As already mentioned in the report on the first quarter, the business performance at gwk, on the one hand, was attributable to the investment restraint in the automotive-related plastics processing industry. On the other hand, the introduction of a new ERP system in the second quarter of the year caused temporary revenue shifts and productivity losses at gwk in Meinerzhagen.

'These influences were of a temporary nature. We have already taken effective measures to compensate for this temporary dent in the remaining course of the year,' emphasizes Engel. In recent months, gwk's incoming orders have improved significantly, in particular due to new contracts outside the automotive industry. On the basis of the renewed increase in orders, the Board of Management expects business to improve significantly in the second half of the year. The new ERP system introduced at the Meinerzhagen site represents an important milestone in gwk's integration process and establishes the basis for a future improvement in productivity and efficiency.

Growth markets exceed expectations

Except for gwk, the Technology segment developed in line with planning. Once again, the development in the growth markets was particularly pleasing, with revenue increasing at a clearly double-digit rate. However, successful growth in the areas of electromobility, EUV technology and scanner technology could not fully compensate for the adverse effects in the plastics processing industry. Revenue in the Technology segment fell by 6.6 percent to EUR 73.3 million. The operating result (EBIT) amounted to minus EUR 0.1 million after EUR 4.5 million in the same period of the previous year. The corresponding segment return was minus 0.2 percent (previous year: 5.7 percent).
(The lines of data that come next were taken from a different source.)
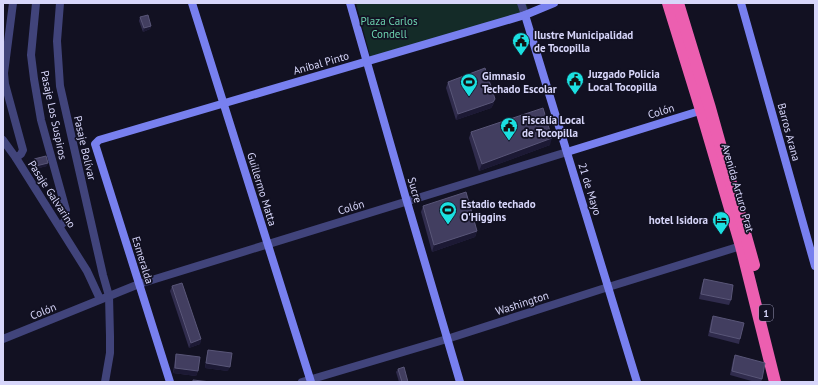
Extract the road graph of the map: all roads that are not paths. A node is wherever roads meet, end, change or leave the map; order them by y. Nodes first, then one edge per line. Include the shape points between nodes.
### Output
1 (13, 3) edge
2 (36, 3) edge
3 (60, 3) edge
4 (192, 3) edge
5 (350, 3) edge
6 (521, 3) edge
7 (554, 3) edge
8 (668, 3) edge
9 (678, 3) edge
10 (741, 3) edge
11 (525, 15) junction
12 (366, 62) junction
13 (223, 104) junction
14 (706, 109) junction
15 (3, 140) edge
16 (95, 144) joint
17 (567, 152) junction
18 (16, 158) junction
19 (407, 202) junction
20 (60, 226) junction
21 (268, 245) junction
22 (745, 245) junction
23 (815, 266) edge
24 (103, 275) junction
25 (92, 282) junction
26 (139, 284) junction
27 (608, 286) junction
28 (109, 296) junction
29 (100, 299) junction
30 (3, 339) edge
31 (447, 339) junction
32 (307, 381) edge
33 (105, 382) edge
34 (170, 382) edge
35 (460, 382) edge
36 (637, 382) edge
37 (774, 382) edge
38 (782, 382) edge

1 - 18 street, Pasaje Galvarino via 4,73 23,150
2 - 20 street, Pasaje Los Suspiros via 32,55 34,79 66,210 65,221
3 - 24 street, Pasaje Bolívar via 60,86
4 - 13 street, Guillermo Matta
5 - 12 street, Sucre
6 - 11 street, 21 de Mayo
7 - 11 street, Aníbal Pinto
8 - 14 highway, Avenida Arturo Prat / 1
9 - 14 highway, Avenida Arturo Prat / 1
10 - 23 street, Barros Arana
11 - 12 street, Aníbal Pinto
11 - 17 street, 21 de Mayo
12 - 13 street, Aníbal Pinto
12 - 19 street, Sucre
13 - 16 street, Aníbal Pinto via 99,140
13 - 21 street, Guillermo Matta
14 - 17 street, Colón
14 - 22 highway, Avenida Arturo Prat / 1
15 - 18 street
16 - 26 street, Esmeralda
17 - 19 street, Colón
17 - 27 street, 21 de Mayo
18 - 20 street, Pasaje Galvarino
19 - 21 street, Colón
19 - 31 street, Sucre
20 - 25 street, Pasaje Galvarino
21 - 26 street, Colón
21 - 32 street, Guillermo Matta
22 - 27 street, Washington
22 - 37 highway, Avenida Arturo Prat / 1
22 - 38 highway, Avenida Arturo Prat / 1
24 - 25 street
24 - 28 street, Pasaje Bolívar
25 - 29 street, Pasaje Galvarino
26 - 28 street, Colón
26 - 34 street, Esmeralda
27 - 31 street, Washington
27 - 36 street, 21 de Mayo
28 - 29 street, Colón
28 - 33 street, Pasaje Bolívar via 110,353
29 - 30 street, Colón
31 - 32 street, Washington
31 - 35 street, Sucre

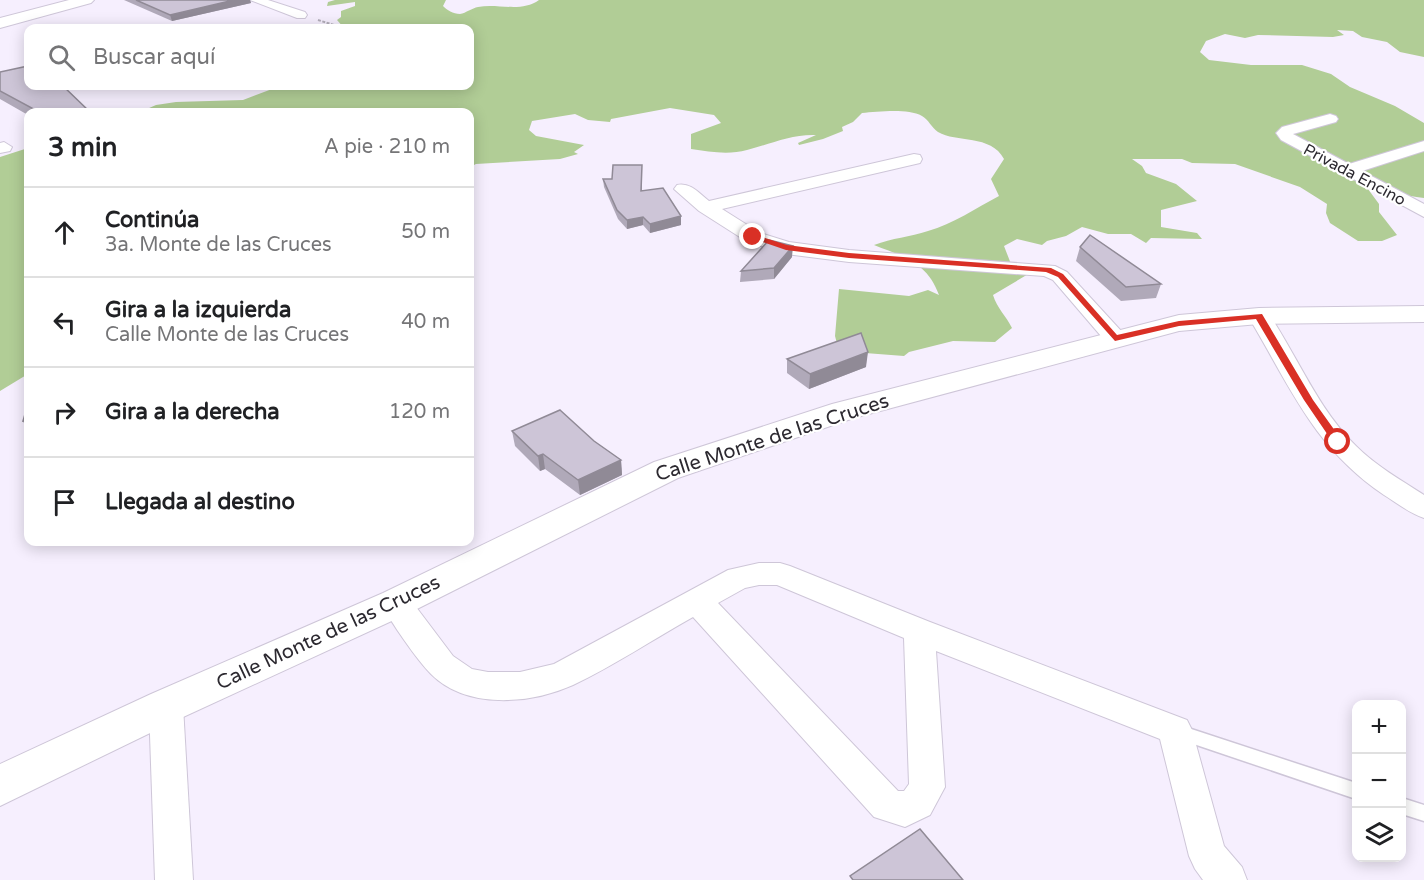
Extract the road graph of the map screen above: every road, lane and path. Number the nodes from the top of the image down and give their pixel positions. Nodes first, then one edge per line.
1 (86, 0) edge
2 (256, 0) edge
3 (301, 15) dead end
4 (0, 23) edge
5 (1330, 119) dead end
6 (1424, 146) edge
7 (914, 159) dead end
8 (1347, 170) junction
9 (683, 189) dead end
10 (706, 207) junction
11 (1424, 211) edge
12 (1424, 314) edge
13 (1259, 316) junction
14 (1115, 338) junction
15 (1424, 508) edge
16 (697, 601) junction
17 (396, 603) junction
18 (919, 631) junction
19 (166, 706) junction
20 (1175, 730) junction
21 (0, 786) edge
22 (1352, 790) edge
23 (1406, 808) edge
24 (1424, 813) edge
25 (174, 880) edge
26 (1228, 880) edge

1 - 4 street
2 - 3 street
5 - 8 street, Privada Encino
6 - 8 street
7 - 10 street
8 - 11 street, Privada Encino
9 - 10 street
10 - 14 street
12 - 13 street, Calle Monte de las Cruces
13 - 14 street, Calle Monte de las Cruces
13 - 15 street
14 - 17 street, Calle Monte de las Cruces
16 - 17 street
16 - 18 street
16 - 18 street
17 - 19 street, Calle Monte de las Cruces
18 - 20 street
19 - 21 street, Calle Monte de las Cruces
19 - 25 street
20 - 22 lane
20 - 26 street
23 - 24 lane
The Services segment increased its revenue by 1.5 percent to EUR 29.3 million. In addition to a stable revenue contribution from the printing industry, the laser/tooling industries and the growth markets also contributed to the robust development, which compensated for the weakness in the automotive-related plastics industry. Activities in Technical Documentation remained stable at the previous year's level. With an EBIT of EUR 4.2 million (previous year: EUR 4.6 million), solid earnings were achieved. The segment return of 14.5 percent was in line with expectations (previous year: 16.0 percent).

Board of Management confirms forecast

'The technotrans growth story is intact. Based on an overall stable OEM business as well as a solid order backlog and further rising business in the growth markets, we will achieve our targets set for 2019,' emphasizes Engel. For the current financial year, the Board of Management continues to expect revenue in the range of EUR 218 to 226 million. The operating profit (EBIT) is expected within a range of EUR 12.0 to 16.0 million. Free cash flow is expected to remain positive.

The Board of Management also confirms the medium-term strategy of expanding the technotrans Group to a revenue of EUR 300 million over the next three years through organic growth and further strategic acquisitions. In the medium term, the company continues to aim for a double-digit EBIT margin.

The full First-Half-Report 2019 is available to download from Investor Relations/Financial Reports section of the company website.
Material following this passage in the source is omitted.